NAP History (was RE: The large ISPs and Peering)

Steven Schnell sschnell at cisco.com
Fri Jul 27 00:28:19 UTC 2001


At the time we were developing the architecture for the NY NAP ATM was
supported only via that nasty DXI interface.  Costly, less reliable, and not
easy to configure.  Some of you may recall Tim Salo's working group
discussions in that regard.

I recall seeing a UUnet router at the Sprint NAP.  At least, that's what the
dymo label on the front of the 7505 said!

Steven


-----Original Message-----
From: owner-nanog at merit.edu [mailto:owner-nanog at merit.edu]On Behalf Of
Sean Donelan
Sent: Thursday, July 26, 2001 15:33
To: rs at seastrom.com
Cc: nanog at merit.edu
Subject: Re: NAP History (was RE: The large ISPs and Peering)

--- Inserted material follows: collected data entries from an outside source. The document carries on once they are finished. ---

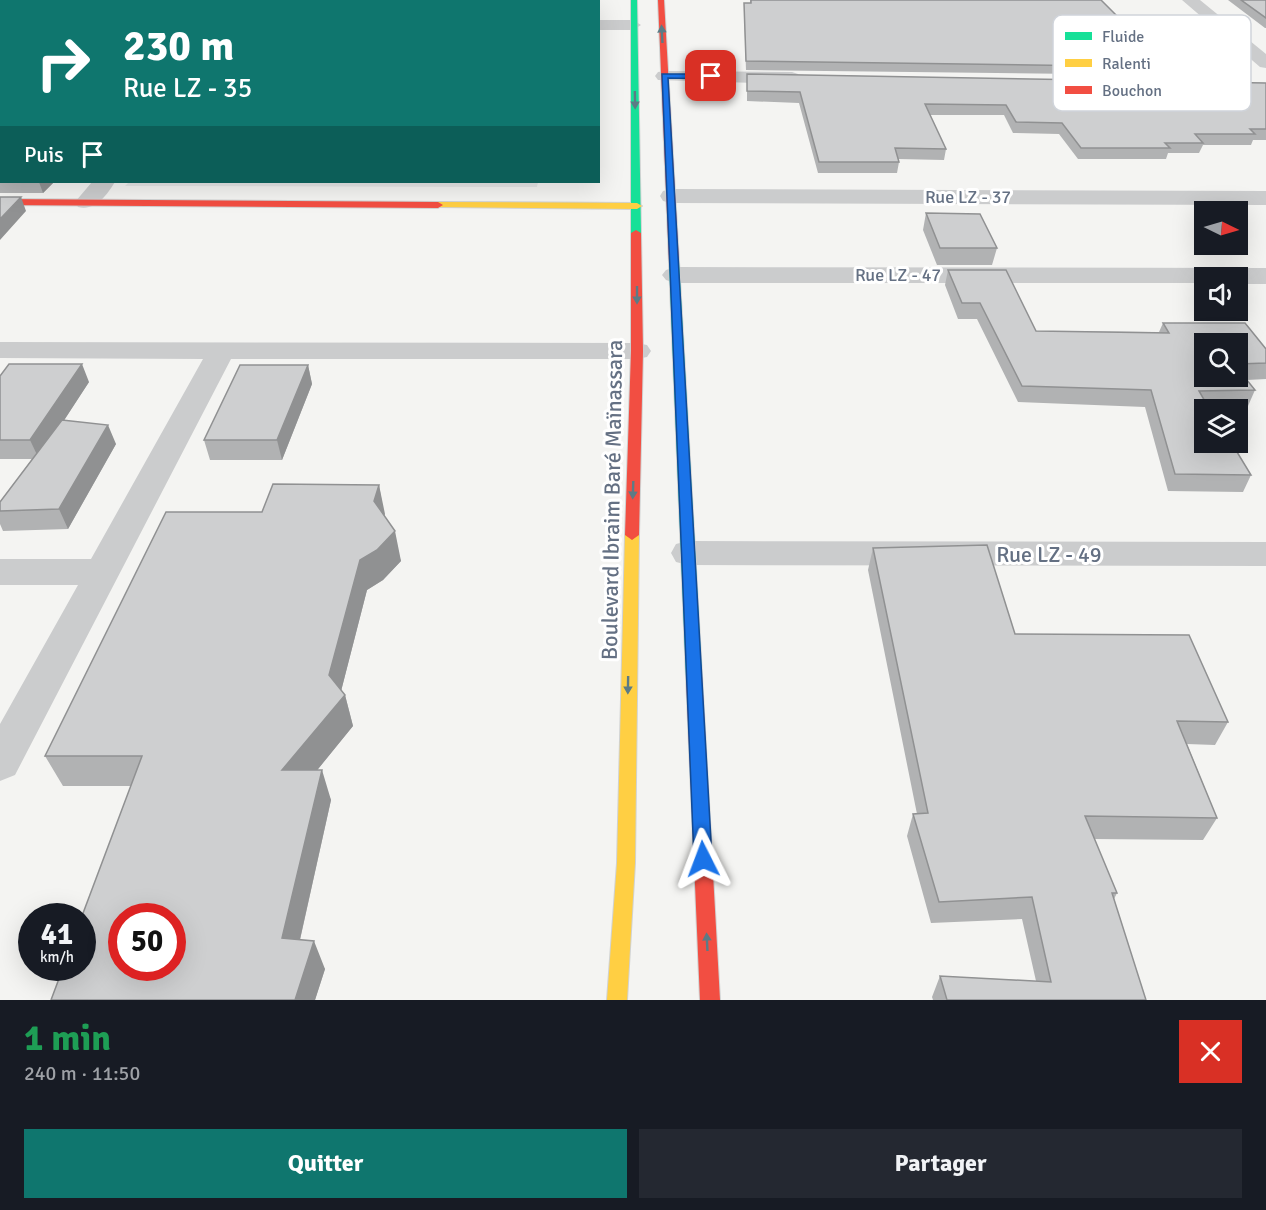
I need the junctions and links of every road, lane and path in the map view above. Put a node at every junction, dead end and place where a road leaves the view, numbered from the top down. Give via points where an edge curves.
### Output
1 (634, 0) edge
2 (661, 0) edge
3 (1190, 0) edge
4 (1208, 15) edge
5 (600, 26) edge
6 (633, 26) junction
7 (1251, 51) edge
8 (1266, 63) edge
9 (664, 76) junction
10 (806, 78) edge
11 (103, 183) edge
12 (671, 196) junction
13 (1266, 198) edge
14 (0, 202) edge
15 (86, 202) junction
16 (638, 206) junction
17 (675, 275) junction
18 (1266, 276) edge
19 (0, 350) edge
20 (222, 350) junction
21 (637, 351) junction
22 (688, 553) junction
23 (1266, 554) edge
24 (0, 572) edge
25 (101, 572) junction
26 (0, 763) edge
27 (617, 1000) edge
28 (710, 1000) edge

1 - 6 main road, Boulevard Ibraim Baré Maïnassara
9 -> 2 main road
3 - 4 street
5 - 6 street
6 -> 16 main road, Boulevard Ibraim Baré Maïnassara
7 - 8 street
9 - 10 street
9 - 12 main road
11 - 15 street
12 - 13 street, Rue LZ - 37
12 - 17 main road
14 - 15 main road
15 - 16 main road
16 -> 21 main road, Boulevard Ibraim Baré Maïnassara
17 - 18 street, Rue LZ - 47
17 - 22 main road
19 - 20 street
20 - 21 street
20 - 25 street
21 -> 27 main road, Boulevard Ibraim Baré Maïnassara via 626,864
22 - 23 street, Rue LZ - 49
28 -> 22 main road
24 - 25 street
25 - 26 street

On Thu, 26 July 2001, Robert E. Seastrom wrote:
> At the time, the "center of the universe" was AS690, which was paid
> for by US taxpayer money and consequently had an AUP.  The NAPs were
> envisioned as a transitional mechanism away from that arrangement.  A
> lot of us at the time wondered aloud why NSF needed to provide a stamp
> of approval on US-based exchange points, as the FIXes, MAE East, and
> Milo's setup at NASA-Ames were already going concerns without any kind
> of endorsement from the NSF.  Some companies (notably UUnet) thought
> this was gratuitous enough that they never showed up at any NAPs.

If I recall, the objection was to using ATM for a exchange fabric, because
several people thought it was less reliable at the time.  I thought UUNET
was at the New York NAP (SPRINT Pennsauken, NJ) as well as the MAE-East
alternate NAP, which used FDDI.

There were several ISPs at that time which only connected to FDDI/Gigaswitch
based exchange points, and shunned the ATM exchange points.